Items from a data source
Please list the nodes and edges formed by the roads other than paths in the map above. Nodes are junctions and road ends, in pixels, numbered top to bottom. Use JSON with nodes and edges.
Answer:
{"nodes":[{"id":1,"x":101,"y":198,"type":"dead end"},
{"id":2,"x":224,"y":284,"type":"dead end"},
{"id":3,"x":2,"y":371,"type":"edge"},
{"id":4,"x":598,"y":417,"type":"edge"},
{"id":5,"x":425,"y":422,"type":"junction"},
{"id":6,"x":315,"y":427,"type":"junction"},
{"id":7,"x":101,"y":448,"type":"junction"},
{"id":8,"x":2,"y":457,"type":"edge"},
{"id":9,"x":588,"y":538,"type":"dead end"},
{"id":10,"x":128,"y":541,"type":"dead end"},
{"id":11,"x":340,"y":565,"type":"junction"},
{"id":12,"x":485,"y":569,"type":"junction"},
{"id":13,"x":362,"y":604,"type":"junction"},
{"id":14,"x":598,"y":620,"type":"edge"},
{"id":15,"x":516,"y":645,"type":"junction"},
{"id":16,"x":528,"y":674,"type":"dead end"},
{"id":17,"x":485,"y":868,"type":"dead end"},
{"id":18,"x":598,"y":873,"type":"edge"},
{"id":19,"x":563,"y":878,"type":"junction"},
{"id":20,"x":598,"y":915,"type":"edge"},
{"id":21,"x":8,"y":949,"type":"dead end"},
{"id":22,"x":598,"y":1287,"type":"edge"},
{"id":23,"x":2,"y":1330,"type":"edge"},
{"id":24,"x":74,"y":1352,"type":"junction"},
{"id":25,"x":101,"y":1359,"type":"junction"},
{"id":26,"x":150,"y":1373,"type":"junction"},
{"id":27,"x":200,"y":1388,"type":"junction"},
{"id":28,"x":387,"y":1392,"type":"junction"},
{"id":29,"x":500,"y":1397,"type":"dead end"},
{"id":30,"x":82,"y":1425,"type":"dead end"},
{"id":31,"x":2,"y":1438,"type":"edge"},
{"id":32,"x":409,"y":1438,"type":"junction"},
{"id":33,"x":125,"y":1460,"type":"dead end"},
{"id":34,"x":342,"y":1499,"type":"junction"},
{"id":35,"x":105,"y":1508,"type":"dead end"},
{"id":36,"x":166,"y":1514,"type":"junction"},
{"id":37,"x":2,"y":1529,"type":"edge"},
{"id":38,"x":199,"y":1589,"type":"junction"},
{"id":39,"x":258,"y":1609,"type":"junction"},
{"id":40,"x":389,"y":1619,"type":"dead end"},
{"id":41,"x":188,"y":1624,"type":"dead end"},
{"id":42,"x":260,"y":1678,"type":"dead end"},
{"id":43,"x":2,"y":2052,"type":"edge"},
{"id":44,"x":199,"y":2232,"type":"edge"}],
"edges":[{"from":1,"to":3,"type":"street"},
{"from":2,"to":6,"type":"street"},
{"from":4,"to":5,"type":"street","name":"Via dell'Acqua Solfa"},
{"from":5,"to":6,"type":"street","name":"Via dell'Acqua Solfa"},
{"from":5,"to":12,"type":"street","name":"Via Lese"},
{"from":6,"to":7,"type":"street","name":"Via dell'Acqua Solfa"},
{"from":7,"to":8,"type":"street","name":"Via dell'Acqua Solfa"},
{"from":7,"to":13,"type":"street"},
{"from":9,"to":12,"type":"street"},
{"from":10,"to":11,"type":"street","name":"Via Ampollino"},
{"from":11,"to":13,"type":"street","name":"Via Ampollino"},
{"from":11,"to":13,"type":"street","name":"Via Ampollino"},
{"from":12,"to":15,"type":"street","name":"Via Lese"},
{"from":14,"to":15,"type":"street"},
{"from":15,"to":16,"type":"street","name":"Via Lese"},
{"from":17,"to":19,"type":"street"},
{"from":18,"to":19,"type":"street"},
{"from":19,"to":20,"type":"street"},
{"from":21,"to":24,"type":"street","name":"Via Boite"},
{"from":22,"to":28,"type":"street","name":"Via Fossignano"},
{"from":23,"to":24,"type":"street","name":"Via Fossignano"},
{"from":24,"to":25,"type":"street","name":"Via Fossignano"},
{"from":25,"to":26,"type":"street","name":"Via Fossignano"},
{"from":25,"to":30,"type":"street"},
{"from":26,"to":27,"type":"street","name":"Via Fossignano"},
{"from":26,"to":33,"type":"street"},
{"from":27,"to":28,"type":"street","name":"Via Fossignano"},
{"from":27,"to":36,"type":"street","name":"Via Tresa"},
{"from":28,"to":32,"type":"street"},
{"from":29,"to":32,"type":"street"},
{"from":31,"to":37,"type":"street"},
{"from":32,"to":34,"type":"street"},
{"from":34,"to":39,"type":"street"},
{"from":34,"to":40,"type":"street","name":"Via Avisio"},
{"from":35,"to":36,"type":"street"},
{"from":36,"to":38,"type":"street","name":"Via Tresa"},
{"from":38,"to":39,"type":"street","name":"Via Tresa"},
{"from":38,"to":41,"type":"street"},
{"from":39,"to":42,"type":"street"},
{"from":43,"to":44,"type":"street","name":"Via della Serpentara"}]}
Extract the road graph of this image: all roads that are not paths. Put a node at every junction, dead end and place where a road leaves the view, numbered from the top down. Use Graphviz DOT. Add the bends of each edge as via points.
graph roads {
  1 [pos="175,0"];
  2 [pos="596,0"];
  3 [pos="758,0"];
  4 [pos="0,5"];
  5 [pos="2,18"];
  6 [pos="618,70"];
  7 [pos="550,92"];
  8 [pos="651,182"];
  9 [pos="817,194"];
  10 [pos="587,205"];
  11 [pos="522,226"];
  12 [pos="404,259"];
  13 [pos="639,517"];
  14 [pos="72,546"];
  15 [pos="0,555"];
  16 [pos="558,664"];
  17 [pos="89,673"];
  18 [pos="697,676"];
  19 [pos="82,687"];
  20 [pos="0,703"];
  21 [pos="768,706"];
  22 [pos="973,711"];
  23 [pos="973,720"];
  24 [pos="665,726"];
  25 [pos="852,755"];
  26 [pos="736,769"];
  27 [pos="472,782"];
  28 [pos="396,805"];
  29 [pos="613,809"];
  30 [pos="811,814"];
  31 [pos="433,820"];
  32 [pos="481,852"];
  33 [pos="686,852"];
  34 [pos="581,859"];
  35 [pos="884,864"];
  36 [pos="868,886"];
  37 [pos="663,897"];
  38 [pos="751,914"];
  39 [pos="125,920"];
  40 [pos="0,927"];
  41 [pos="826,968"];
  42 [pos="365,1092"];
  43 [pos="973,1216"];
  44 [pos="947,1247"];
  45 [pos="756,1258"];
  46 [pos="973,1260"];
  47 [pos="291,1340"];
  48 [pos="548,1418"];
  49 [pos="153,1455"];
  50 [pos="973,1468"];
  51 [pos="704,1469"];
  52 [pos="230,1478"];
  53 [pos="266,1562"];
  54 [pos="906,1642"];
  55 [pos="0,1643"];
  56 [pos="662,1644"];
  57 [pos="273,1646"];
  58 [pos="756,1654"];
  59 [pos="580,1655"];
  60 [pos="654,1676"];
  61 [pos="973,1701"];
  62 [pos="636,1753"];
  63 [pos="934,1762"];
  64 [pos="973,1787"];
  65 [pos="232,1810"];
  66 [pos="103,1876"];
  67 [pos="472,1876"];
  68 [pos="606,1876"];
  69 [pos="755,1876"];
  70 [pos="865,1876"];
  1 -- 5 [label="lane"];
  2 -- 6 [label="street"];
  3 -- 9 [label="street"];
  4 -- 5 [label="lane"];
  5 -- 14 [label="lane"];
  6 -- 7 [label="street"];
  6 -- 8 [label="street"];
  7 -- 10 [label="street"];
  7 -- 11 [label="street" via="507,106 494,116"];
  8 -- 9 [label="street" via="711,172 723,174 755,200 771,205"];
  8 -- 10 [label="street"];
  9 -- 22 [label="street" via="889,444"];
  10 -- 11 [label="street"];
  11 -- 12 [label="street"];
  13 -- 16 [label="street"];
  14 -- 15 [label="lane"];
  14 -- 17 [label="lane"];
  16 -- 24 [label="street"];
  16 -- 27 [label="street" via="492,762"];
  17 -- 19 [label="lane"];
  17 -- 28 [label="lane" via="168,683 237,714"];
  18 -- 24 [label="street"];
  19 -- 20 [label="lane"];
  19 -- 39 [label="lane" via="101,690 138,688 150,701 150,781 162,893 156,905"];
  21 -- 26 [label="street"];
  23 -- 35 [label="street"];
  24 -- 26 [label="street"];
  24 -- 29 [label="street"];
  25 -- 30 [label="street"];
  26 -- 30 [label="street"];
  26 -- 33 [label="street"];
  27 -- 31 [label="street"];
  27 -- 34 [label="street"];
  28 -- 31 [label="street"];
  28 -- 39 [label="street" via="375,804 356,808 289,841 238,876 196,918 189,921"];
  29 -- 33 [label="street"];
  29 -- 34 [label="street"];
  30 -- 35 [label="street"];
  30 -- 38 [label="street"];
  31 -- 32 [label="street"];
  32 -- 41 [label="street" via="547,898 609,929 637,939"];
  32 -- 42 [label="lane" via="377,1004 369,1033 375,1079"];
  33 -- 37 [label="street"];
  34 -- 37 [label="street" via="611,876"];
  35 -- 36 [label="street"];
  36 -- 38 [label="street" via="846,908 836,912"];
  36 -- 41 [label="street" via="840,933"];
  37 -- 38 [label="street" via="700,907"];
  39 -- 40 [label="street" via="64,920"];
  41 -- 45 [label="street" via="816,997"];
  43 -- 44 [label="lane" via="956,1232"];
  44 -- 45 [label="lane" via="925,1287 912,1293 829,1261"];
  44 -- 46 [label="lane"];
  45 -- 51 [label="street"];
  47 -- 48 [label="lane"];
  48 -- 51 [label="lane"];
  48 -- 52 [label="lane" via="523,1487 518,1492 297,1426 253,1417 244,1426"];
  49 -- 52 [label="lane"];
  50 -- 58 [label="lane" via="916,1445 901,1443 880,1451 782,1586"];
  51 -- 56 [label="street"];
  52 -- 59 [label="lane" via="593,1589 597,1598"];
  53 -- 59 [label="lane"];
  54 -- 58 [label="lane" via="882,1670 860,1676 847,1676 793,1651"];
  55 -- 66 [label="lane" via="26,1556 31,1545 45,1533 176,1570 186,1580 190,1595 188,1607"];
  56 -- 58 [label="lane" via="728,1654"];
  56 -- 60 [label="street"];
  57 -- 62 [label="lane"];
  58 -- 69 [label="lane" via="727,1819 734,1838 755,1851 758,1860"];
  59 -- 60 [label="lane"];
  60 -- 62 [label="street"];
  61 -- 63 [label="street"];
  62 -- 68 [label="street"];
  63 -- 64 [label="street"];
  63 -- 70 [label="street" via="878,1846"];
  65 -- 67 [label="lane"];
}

§ Work order
Some lines above hold the word "numbered". Copy all of them.

§ Exercise result
Please list the nodes and edges formed by the roads other than paths in the map above. Nodes are junctions and road ends, in pixels, numbered top to bottom. Use JSON with nodes and edges.
Extract the road graph of this image: all roads that are not paths. Put a node at every junction, dead end and place where a road leaves the view, numbered from the top down. Use Graphviz DOT. Add the bends of each edge as via points.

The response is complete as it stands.